The capsids of mature retroviruses perform the essential function of organizing the viral genome for efficient replication. These capsids have been modeled as fullerene structures composed of closed hexameric arrays of the viral CA protein, but a high-resolution structure of the lattice has remained elusive. A three-dimensional map of two-dimensional crystals of the R18L mutant of HIV-1 CA was derived by electron cryocrystallography performed in the Yeager laboratory. The docking of high-resolution domain structures into the map yielded the first unambiguous model for full-length HIV-1 CA. The refined pseudoatomic model corroborates existing biochemical, structural, and genetic data and revealed three interfaces required for capsid formation: i) The interactions within NTD-NTD hexamers are mediated by helices 1, 2 and 3, which associate as an 18-helix bundle in the center of the hexamer (as seen for the MLV CA_NTD hexamer), ii) The interactions between adjacent hexamers are mediated by CTD-CTD dimmers, specifically by parallel association of helix 9 from adjacent subunits (matching the crystallographic CACTD dimer), and iii) Intermolecular NTD-CTD interactions stabilize the capsid lattice and are formed by insertion of the NTD helix 4 into a groove in the CTD from an adjacent CA molecule (visualized for the first time). They inferred that two inhibitors, the 12-mer peptide CAI and the small molecule CAP-1, disrupt the intermolecular CA NTD-CTD interface, providing a structural explanation for the mechanism of action of these two HIV-1 assembly inhibitors.

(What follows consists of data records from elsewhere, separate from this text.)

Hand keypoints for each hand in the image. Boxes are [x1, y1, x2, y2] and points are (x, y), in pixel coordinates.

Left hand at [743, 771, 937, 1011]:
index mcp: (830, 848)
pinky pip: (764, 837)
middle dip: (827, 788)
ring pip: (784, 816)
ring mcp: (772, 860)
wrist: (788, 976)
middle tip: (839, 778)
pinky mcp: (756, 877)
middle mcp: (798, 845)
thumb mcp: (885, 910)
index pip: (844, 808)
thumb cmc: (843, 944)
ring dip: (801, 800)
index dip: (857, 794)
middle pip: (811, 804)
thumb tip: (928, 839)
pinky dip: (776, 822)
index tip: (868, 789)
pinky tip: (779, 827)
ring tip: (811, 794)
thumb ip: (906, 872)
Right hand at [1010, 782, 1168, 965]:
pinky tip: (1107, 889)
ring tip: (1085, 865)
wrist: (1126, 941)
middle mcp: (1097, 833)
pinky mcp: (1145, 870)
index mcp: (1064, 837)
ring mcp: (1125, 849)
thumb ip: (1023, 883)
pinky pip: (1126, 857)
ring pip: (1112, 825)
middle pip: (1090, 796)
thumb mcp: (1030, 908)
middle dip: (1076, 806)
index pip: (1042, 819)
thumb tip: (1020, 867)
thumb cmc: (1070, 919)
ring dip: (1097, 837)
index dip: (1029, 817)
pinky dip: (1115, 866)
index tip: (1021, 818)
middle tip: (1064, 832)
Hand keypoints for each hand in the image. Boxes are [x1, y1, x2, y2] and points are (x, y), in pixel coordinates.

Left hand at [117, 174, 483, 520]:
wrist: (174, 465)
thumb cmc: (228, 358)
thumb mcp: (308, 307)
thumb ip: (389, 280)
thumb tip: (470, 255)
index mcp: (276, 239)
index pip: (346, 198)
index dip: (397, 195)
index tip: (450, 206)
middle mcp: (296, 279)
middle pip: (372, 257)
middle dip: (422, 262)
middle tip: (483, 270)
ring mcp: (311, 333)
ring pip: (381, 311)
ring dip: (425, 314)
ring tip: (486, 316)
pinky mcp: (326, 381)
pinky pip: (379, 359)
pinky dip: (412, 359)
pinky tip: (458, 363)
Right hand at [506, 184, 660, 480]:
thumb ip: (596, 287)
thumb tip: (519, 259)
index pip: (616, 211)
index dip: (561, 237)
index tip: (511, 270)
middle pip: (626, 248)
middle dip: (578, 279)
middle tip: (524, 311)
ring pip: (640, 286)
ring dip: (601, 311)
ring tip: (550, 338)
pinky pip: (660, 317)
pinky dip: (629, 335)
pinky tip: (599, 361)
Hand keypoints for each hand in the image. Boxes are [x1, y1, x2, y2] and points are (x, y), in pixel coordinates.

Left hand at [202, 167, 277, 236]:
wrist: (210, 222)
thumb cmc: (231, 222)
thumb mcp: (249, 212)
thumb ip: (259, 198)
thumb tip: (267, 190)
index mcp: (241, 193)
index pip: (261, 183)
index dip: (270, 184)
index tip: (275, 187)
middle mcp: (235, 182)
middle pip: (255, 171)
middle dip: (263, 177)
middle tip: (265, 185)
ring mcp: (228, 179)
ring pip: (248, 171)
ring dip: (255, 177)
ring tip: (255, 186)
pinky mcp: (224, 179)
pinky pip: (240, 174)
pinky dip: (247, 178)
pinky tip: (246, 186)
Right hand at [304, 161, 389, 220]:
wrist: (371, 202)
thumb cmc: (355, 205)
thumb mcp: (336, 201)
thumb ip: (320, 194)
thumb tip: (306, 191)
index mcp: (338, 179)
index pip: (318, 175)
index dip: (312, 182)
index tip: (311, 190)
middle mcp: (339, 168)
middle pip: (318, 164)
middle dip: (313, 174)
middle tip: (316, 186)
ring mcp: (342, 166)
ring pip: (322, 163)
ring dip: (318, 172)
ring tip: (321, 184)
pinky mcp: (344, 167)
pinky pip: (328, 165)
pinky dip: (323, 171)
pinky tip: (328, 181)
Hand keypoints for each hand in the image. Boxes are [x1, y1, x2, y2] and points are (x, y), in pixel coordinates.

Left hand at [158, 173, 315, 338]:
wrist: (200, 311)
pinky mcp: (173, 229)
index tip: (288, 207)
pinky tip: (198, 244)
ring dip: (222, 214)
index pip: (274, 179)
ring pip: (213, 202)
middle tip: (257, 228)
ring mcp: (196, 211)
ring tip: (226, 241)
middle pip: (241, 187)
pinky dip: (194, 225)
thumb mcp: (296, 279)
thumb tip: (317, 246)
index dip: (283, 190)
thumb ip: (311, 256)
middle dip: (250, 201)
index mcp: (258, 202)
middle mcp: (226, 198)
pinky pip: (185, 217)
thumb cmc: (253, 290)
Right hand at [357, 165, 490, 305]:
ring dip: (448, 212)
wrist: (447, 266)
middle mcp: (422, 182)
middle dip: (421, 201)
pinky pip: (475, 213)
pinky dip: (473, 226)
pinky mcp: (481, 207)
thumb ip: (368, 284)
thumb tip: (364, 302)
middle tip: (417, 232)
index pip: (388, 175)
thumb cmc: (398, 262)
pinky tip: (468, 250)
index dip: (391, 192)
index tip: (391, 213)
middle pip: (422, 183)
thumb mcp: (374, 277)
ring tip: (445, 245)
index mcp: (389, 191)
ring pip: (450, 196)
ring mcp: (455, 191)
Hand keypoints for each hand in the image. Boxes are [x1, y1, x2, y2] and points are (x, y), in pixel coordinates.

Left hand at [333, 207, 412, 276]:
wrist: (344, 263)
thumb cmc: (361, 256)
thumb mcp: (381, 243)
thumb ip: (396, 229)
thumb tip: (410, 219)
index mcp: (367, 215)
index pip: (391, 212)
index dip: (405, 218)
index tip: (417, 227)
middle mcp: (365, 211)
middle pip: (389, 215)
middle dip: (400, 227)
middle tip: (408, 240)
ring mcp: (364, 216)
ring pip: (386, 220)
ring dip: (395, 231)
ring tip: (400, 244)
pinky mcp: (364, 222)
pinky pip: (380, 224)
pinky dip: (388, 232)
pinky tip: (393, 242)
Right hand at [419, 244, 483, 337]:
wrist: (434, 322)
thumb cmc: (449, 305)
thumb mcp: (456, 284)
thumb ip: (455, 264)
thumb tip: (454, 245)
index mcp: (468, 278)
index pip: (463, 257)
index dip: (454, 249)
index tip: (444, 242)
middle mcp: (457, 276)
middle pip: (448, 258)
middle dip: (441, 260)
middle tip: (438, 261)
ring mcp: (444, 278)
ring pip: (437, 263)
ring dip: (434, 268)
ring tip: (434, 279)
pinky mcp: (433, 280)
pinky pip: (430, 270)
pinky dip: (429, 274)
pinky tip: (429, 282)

Hexagonal Lattice of the HIV-1 CA Protein. (A) Overview of the hexagonal CA lattice, as viewed from the capsid exterior. Seven CA hexamers are shown, and the subunits are colored individually in two of the hexamers. Note that the CA N-terminal domains (NTD, bright shades) define the capsid exterior whereas the C-terminal domains (CTD, light shades) define the capsid interior. The CTD dimer (black dyad) and NTD-CTD (white asterisk) interfaces are highlighted here and are shown in expanded views in (B) and (C), respectively. (B) CA dimer viewed parallel (upper) and perpendicular (lower) to the two-fold axis of the CTD-CTD interface that connects adjacent hexamers. (C) NTD-CTD interface formed between adjacent subunits in each CA hexamer. Structures of bound CAI (yellow) and CAP-1 (green) illustrate how these inhibitors could disrupt interface formation and thereby block capsid assembly.